Exercise requirements:
In your copy, include no images and return each entry exactly as written.
----------
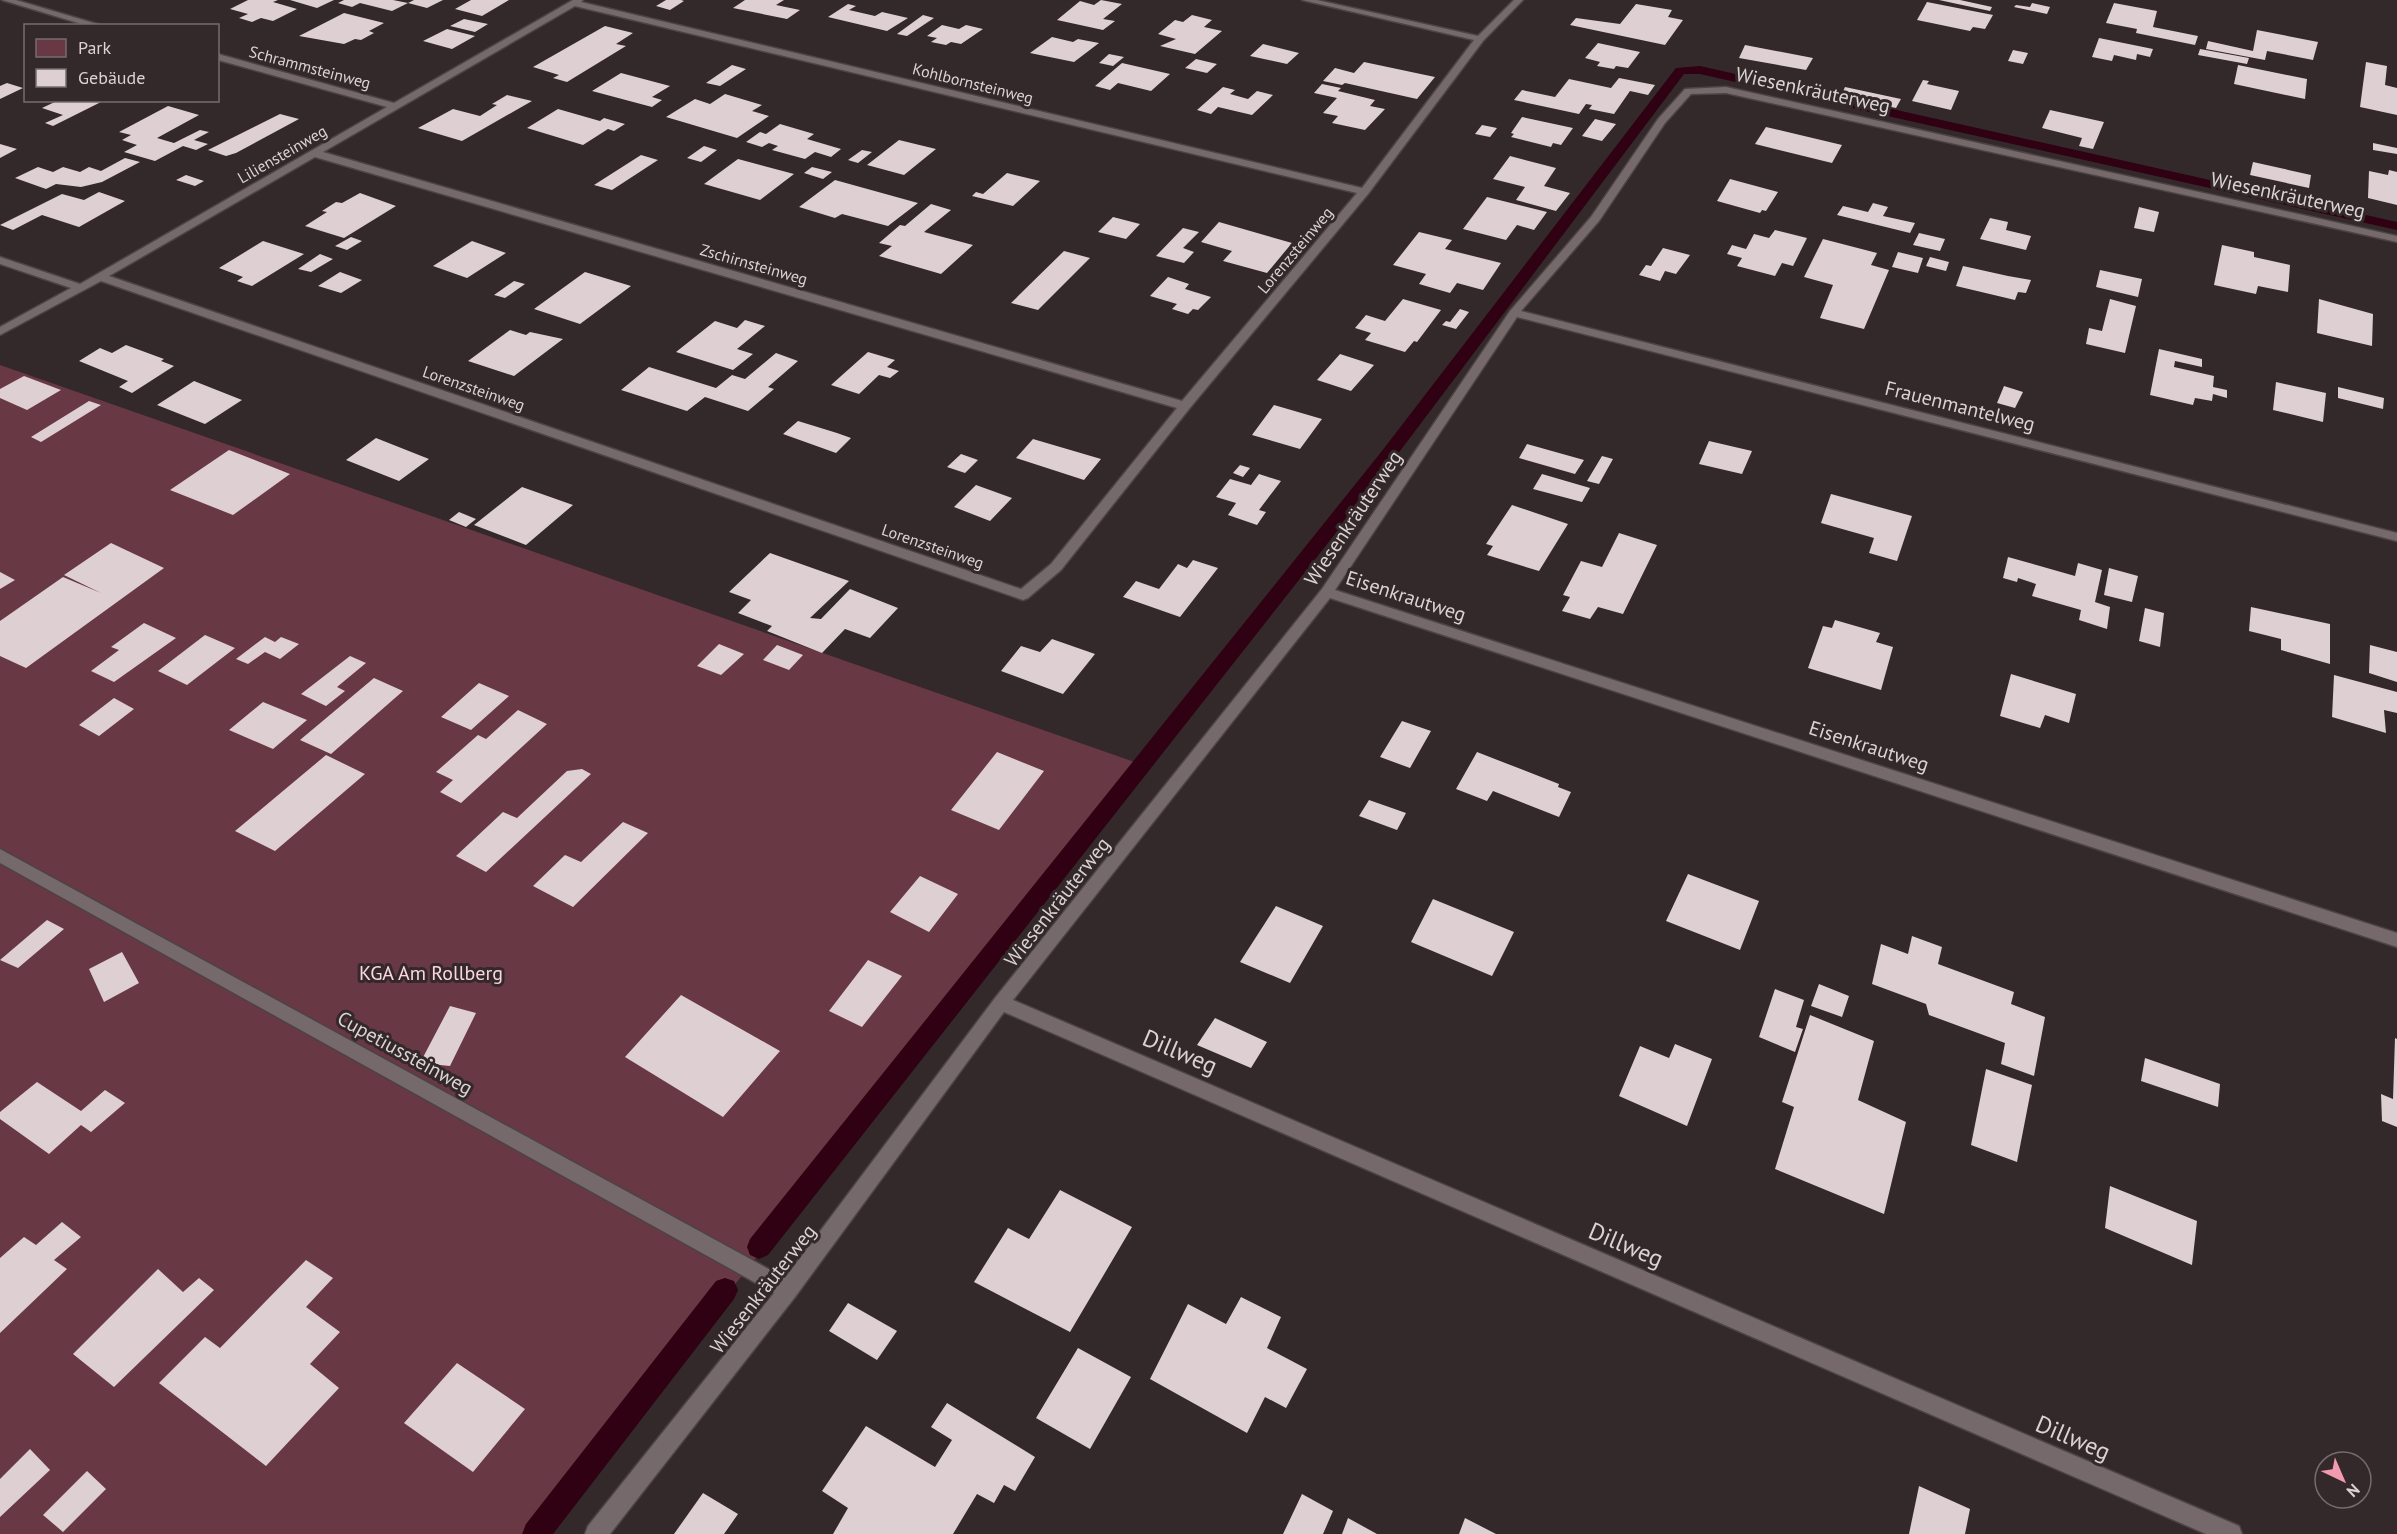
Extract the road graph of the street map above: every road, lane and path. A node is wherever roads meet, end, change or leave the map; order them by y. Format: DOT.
graph roads {
  1 [pos="6,0"];
  2 [pos="1306,0"];
  3 [pos="1519,0"];
  4 [pos="577,1"];
  5 [pos="93,24"];
  6 [pos="1480,39"];
  7 [pos="219,57"];
  8 [pos="395,106"];
  9 [pos="314,153"];
  10 [pos="1364,192"];
  11 [pos="2397,239"];
  12 [pos="0,260"];
  13 [pos="100,277"];
  14 [pos="81,288"];
  15 [pos="1514,313"];
  16 [pos="0,332"];
  17 [pos="1185,406"];
  18 [pos="2397,537"];
  19 [pos="1327,592"];
  20 [pos="0,855"];
  21 [pos="2397,939"];
  22 [pos="1001,1003"];
  23 [pos="788,1290"];
  24 [pos="596,1534"];
  25 [pos="2231,1534"];
  1 -- 5 [label="lane"];
  2 -- 6 [label="lane"];
  3 -- 6 [label="lane, Lorenzsteinweg"];
  4 -- 8 [label="lane, Liliensteinweg"];
  4 -- 10 [label="lane, Kohlbornsteinweg"];
  6 -- 10 [label="lane, Lorenzsteinweg"];
  7 -- 8 [label="lane, Schrammsteinweg"];
  8 -- 9 [label="lane, Liliensteinweg"];
  9 -- 13 [label="lane, Liliensteinweg"];
  9 -- 17 [label="lane, Zschirnsteinweg"];
  10 -- 17 [label="lane, Lorenzsteinweg"];
  11 -- 15 [label="lane, Wiesenkräuterweg"];
  12 -- 14 [label="lane"];
  13 -- 14 [label="lane, Liliensteinweg"];
  13 -- 17 [label="lane, Lorenzsteinweg"];
  14 -- 16 [label="lane, Liliensteinweg"];
  15 -- 18 [label="lane, Frauenmantelweg"];
  15 -- 19 [label="lane, Wiesenkräuterweg"];
  19 -- 21 [label="lane, Eisenkrautweg"];
  19 -- 22 [label="lane, Wiesenkräuterweg"];
  20 -- 23 [label="lane, Cupetiussteinweg"];
  22 -- 23 [label="lane, Wiesenkräuterweg"];
  22 -- 25 [label="lane, Dillweg"];
  23 -- 24 [label="lane, Wiesenkräuterweg"];
}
----------
Answer below:
Extract the road graph of the street map above: every road, lane and path. A node is wherever roads meet, end, change or leave the map; order them by y. Format: DOT.
graph roads {
  1 [pos="6,0"];
  2 [pos="1306,0"];
  3 [pos="1519,0"];
  4 [pos="577,1"];
  5 [pos="93,24"];
  6 [pos="1480,39"];
  7 [pos="219,57"];
  8 [pos="395,106"];
  9 [pos="314,153"];
  10 [pos="1364,192"];
  11 [pos="2397,239"];
  12 [pos="0,260"];
  13 [pos="100,277"];
  14 [pos="81,288"];
  15 [pos="1514,313"];
  16 [pos="0,332"];
  17 [pos="1185,406"];
  18 [pos="2397,537"];
  19 [pos="1327,592"];
  20 [pos="0,855"];
  21 [pos="2397,939"];
  22 [pos="1001,1003"];
  23 [pos="788,1290"];
  24 [pos="596,1534"];
  25 [pos="2231,1534"];
  1 -- 5 [label="lane"];
  2 -- 6 [label="lane"];
  3 -- 6 [label="lane, Lorenzsteinweg"];
  4 -- 8 [label="lane, Liliensteinweg"];
  4 -- 10 [label="lane, Kohlbornsteinweg"];
  6 -- 10 [label="lane, Lorenzsteinweg"];
  7 -- 8 [label="lane, Schrammsteinweg"];
  8 -- 9 [label="lane, Liliensteinweg"];
  9 -- 13 [label="lane, Liliensteinweg"];
  9 -- 17 [label="lane, Zschirnsteinweg"];
  10 -- 17 [label="lane, Lorenzsteinweg"];
  11 -- 15 [label="lane, Wiesenkräuterweg"];
  12 -- 14 [label="lane"];
  13 -- 14 [label="lane, Liliensteinweg"];
  13 -- 17 [label="lane, Lorenzsteinweg"];
  14 -- 16 [label="lane, Liliensteinweg"];
  15 -- 18 [label="lane, Frauenmantelweg"];
  15 -- 19 [label="lane, Wiesenkräuterweg"];
  19 -- 21 [label="lane, Eisenkrautweg"];
  19 -- 22 [label="lane, Wiesenkräuterweg"];
  20 -- 23 [label="lane, Cupetiussteinweg"];
  22 -- 23 [label="lane, Wiesenkräuterweg"];
  22 -- 25 [label="lane, Dillweg"];
  23 -- 24 [label="lane, Wiesenkräuterweg"];
}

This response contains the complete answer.